(Collected data entries)
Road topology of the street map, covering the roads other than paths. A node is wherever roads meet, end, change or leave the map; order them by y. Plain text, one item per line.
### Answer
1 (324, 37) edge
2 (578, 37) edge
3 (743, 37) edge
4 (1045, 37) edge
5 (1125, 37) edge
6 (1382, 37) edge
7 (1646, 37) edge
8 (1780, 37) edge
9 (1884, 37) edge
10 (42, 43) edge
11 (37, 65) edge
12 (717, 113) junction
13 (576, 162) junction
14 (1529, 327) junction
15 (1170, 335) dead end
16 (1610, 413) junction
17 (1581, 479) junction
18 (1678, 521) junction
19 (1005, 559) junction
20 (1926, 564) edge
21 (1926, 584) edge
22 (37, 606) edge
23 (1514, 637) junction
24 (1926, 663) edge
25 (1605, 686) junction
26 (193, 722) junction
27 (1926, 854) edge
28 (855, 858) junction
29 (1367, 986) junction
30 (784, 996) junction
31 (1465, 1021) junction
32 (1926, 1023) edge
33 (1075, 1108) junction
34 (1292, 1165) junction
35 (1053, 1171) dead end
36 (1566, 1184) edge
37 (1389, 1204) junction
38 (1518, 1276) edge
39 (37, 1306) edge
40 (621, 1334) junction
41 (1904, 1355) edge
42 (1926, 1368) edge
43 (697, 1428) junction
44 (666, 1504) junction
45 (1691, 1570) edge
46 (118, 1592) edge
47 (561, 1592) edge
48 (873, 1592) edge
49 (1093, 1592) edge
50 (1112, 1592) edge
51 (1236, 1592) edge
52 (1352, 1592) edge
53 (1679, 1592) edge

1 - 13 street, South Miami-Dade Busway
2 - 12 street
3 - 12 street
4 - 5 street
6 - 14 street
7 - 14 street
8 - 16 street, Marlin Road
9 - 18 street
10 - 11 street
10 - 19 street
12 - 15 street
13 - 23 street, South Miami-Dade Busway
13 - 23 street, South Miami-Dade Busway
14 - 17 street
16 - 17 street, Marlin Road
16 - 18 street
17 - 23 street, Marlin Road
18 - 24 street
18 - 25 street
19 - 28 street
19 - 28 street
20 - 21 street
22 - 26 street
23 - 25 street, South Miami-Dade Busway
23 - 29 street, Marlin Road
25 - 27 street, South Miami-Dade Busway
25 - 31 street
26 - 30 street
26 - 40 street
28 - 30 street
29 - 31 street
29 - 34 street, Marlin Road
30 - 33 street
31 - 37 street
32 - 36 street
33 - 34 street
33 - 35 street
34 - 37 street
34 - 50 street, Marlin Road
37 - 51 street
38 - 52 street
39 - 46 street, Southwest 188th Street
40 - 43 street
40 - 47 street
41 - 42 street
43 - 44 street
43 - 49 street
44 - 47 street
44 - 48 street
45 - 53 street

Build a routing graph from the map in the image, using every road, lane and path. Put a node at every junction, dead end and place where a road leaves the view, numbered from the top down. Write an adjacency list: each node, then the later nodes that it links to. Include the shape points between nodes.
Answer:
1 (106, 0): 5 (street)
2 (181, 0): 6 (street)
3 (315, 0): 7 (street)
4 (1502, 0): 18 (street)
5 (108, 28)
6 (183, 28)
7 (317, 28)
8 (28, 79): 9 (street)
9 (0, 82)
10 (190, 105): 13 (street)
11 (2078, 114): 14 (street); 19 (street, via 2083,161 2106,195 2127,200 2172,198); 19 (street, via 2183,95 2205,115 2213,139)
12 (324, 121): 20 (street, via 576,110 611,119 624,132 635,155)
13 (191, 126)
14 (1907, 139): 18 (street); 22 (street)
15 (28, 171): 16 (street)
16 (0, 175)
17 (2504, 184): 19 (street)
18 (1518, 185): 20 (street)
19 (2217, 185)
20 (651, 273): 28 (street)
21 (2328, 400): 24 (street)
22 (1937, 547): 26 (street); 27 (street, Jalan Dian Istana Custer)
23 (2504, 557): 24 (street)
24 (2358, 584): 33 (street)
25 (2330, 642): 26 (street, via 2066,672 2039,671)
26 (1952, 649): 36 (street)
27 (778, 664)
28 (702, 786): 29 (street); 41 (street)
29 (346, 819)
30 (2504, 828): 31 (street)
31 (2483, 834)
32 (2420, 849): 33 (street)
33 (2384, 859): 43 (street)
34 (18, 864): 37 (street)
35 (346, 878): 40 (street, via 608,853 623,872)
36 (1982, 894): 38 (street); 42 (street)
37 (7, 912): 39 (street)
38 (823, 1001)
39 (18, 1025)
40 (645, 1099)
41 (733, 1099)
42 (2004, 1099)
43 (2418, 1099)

Work required
Find all lines in the records that hold the word "Dade". Copy them.

Your response
1 - 13 street, South Miami-Dade Busway
13 - 23 street, South Miami-Dade Busway
13 - 23 street, South Miami-Dade Busway
23 - 25 street, South Miami-Dade Busway
25 - 27 street, South Miami-Dade Busway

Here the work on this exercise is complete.